* [DIRECTIONS] Report how many lines of the listing below include the word "hand". Give nothing but the number.
+++ SOURCE MATERIAL +++
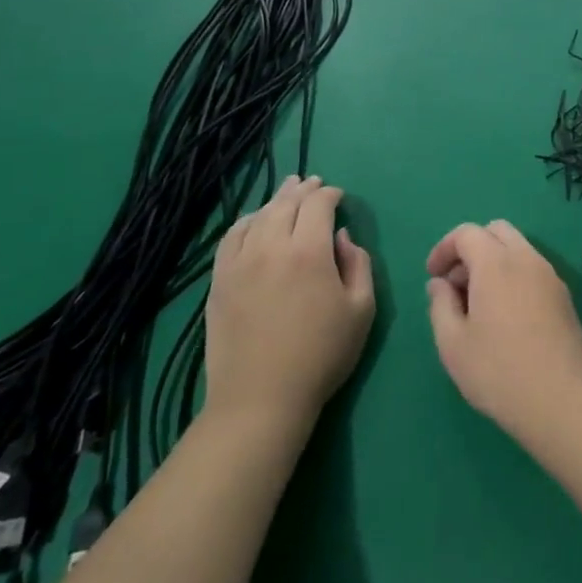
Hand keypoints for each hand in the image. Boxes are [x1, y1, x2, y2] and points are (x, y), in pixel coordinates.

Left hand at [204, 176, 374, 427]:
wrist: (260, 399)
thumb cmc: (322, 355)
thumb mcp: (362, 309)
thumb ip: (358, 263)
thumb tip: (341, 236)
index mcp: (309, 251)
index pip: (318, 204)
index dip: (330, 194)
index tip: (338, 197)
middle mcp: (270, 247)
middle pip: (285, 203)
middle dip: (303, 189)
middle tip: (313, 183)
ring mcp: (239, 263)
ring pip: (257, 216)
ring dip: (275, 200)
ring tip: (286, 192)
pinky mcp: (219, 281)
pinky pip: (231, 238)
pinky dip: (245, 222)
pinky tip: (253, 221)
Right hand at [426, 221, 581, 444]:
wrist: (562, 400)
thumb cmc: (499, 371)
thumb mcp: (453, 344)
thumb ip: (440, 305)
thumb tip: (439, 283)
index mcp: (496, 263)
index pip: (467, 233)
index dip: (444, 248)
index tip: (432, 275)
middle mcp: (526, 259)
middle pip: (496, 231)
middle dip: (471, 248)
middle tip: (456, 285)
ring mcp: (550, 276)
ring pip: (518, 249)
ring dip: (494, 262)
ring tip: (478, 304)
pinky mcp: (564, 296)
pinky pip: (533, 270)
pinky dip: (513, 276)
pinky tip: (505, 316)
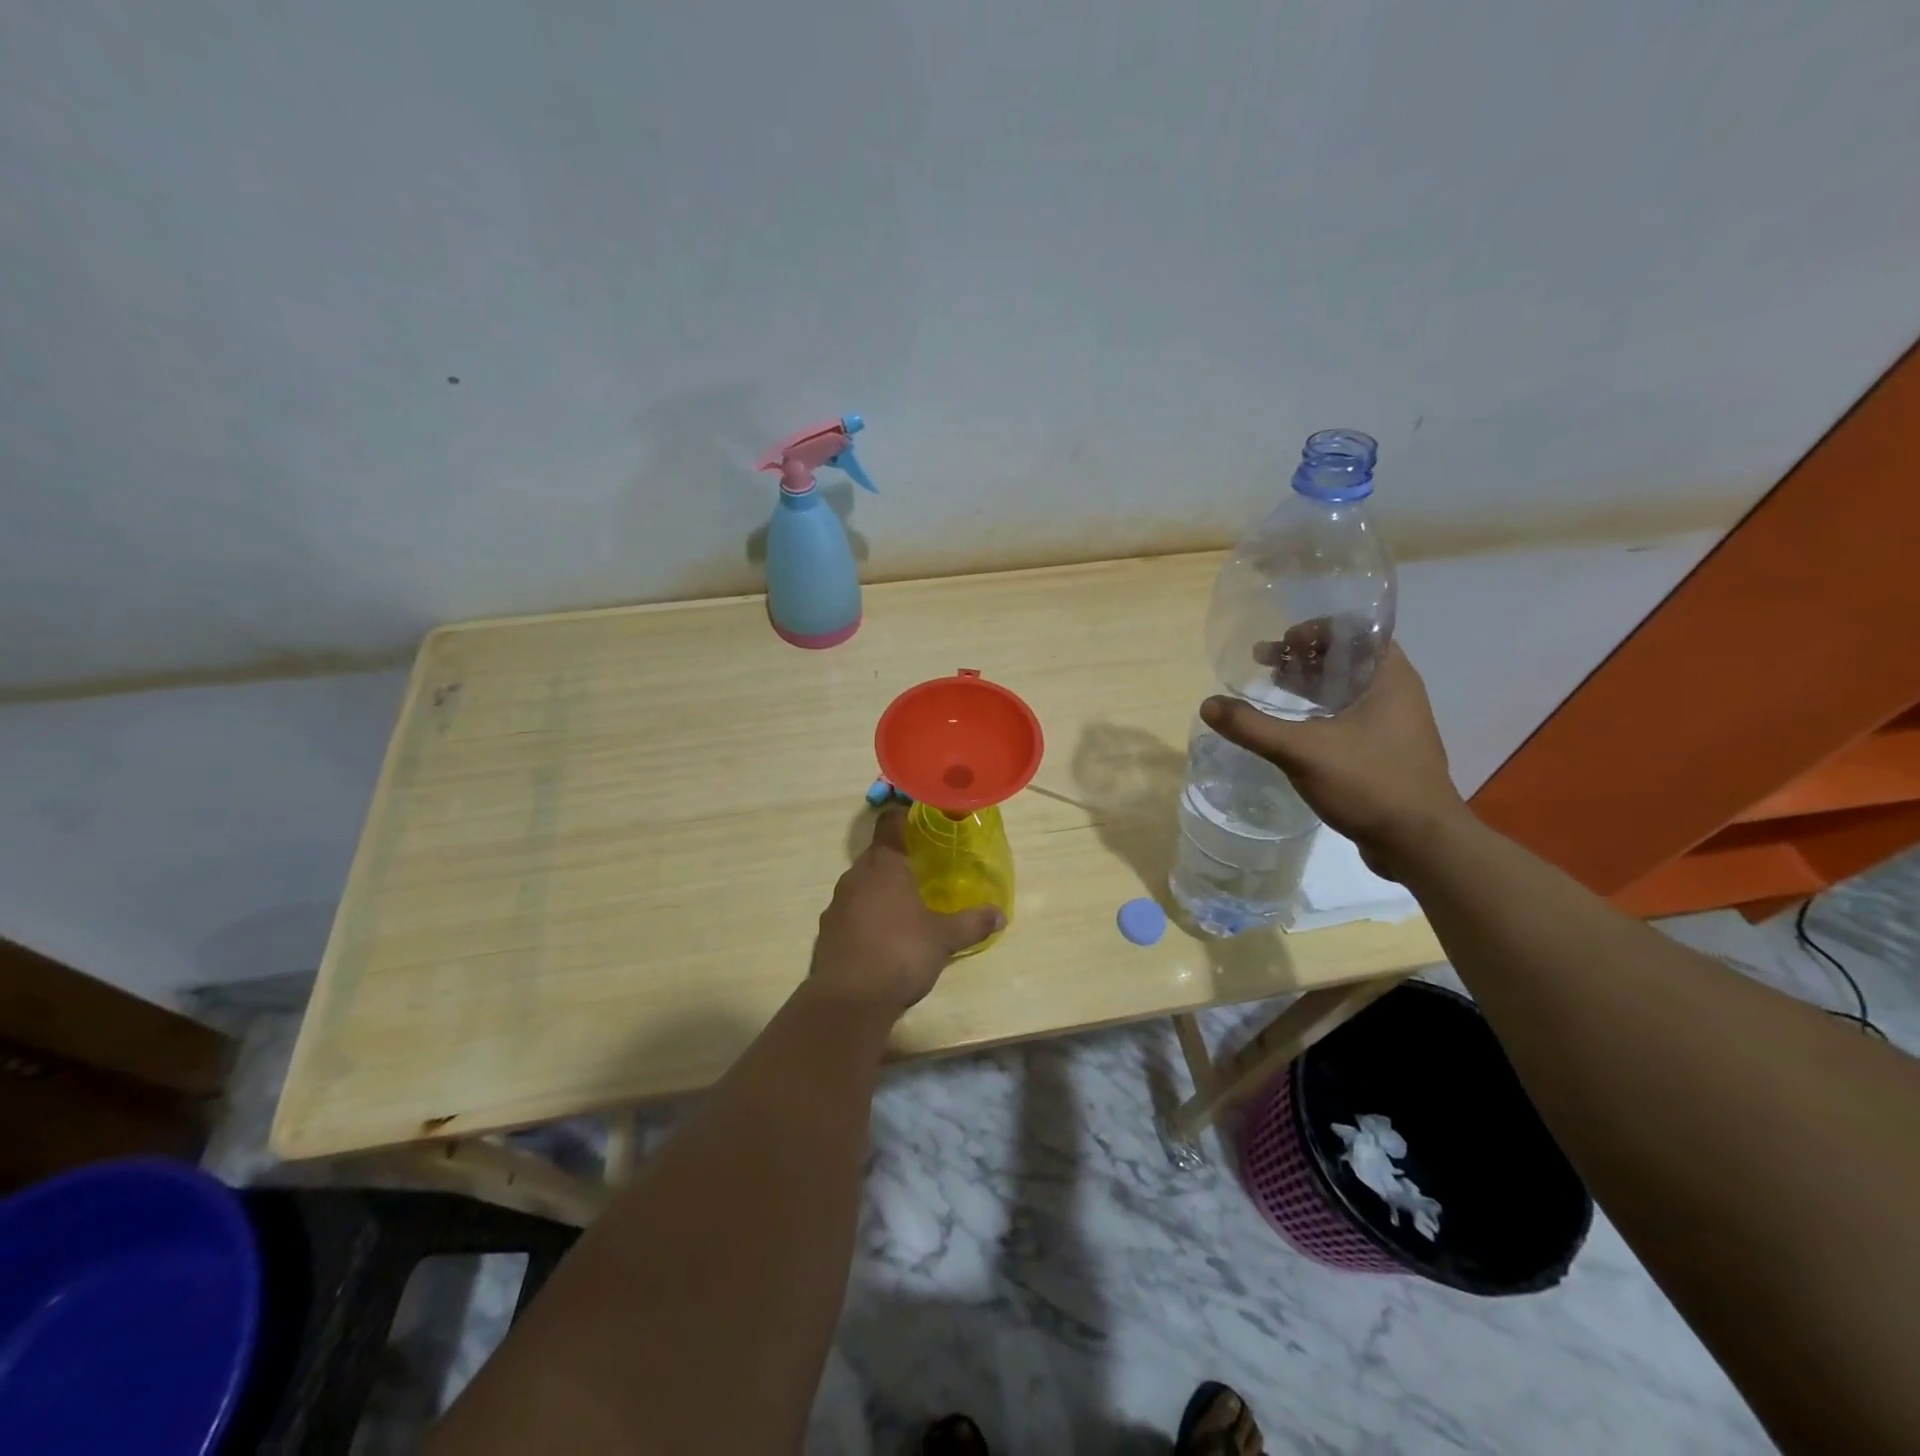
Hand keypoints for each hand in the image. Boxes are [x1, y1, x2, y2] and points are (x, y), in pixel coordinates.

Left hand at [809, 808, 1004, 1016]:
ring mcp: (837, 904)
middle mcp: (856, 876)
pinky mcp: (827, 932)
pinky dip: (866, 917)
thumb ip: (972, 923)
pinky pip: (851, 912)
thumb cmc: (900, 953)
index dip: (904, 818)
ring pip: (862, 885)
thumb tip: (1000, 915)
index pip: (889, 823)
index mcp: (884, 864)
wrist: (848, 1000)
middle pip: (876, 855)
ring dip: (881, 891)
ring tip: (906, 907)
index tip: (921, 822)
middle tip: (924, 871)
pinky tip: (883, 938)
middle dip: (898, 860)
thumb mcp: (944, 938)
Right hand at [1200, 643, 1466, 878]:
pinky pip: (1346, 717)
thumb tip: (1208, 705)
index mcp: (1390, 678)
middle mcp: (1395, 694)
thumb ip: (1253, 727)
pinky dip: (1317, 712)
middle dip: (1304, 655)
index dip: (1317, 629)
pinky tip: (1289, 727)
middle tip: (1263, 661)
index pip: (1357, 631)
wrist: (1420, 844)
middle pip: (1347, 658)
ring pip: (1345, 689)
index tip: (1283, 641)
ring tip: (1270, 685)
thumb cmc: (1370, 783)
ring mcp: (1391, 725)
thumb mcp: (1303, 751)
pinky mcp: (1382, 752)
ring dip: (1308, 683)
+++
* [PROBLEM SOLUTION] 6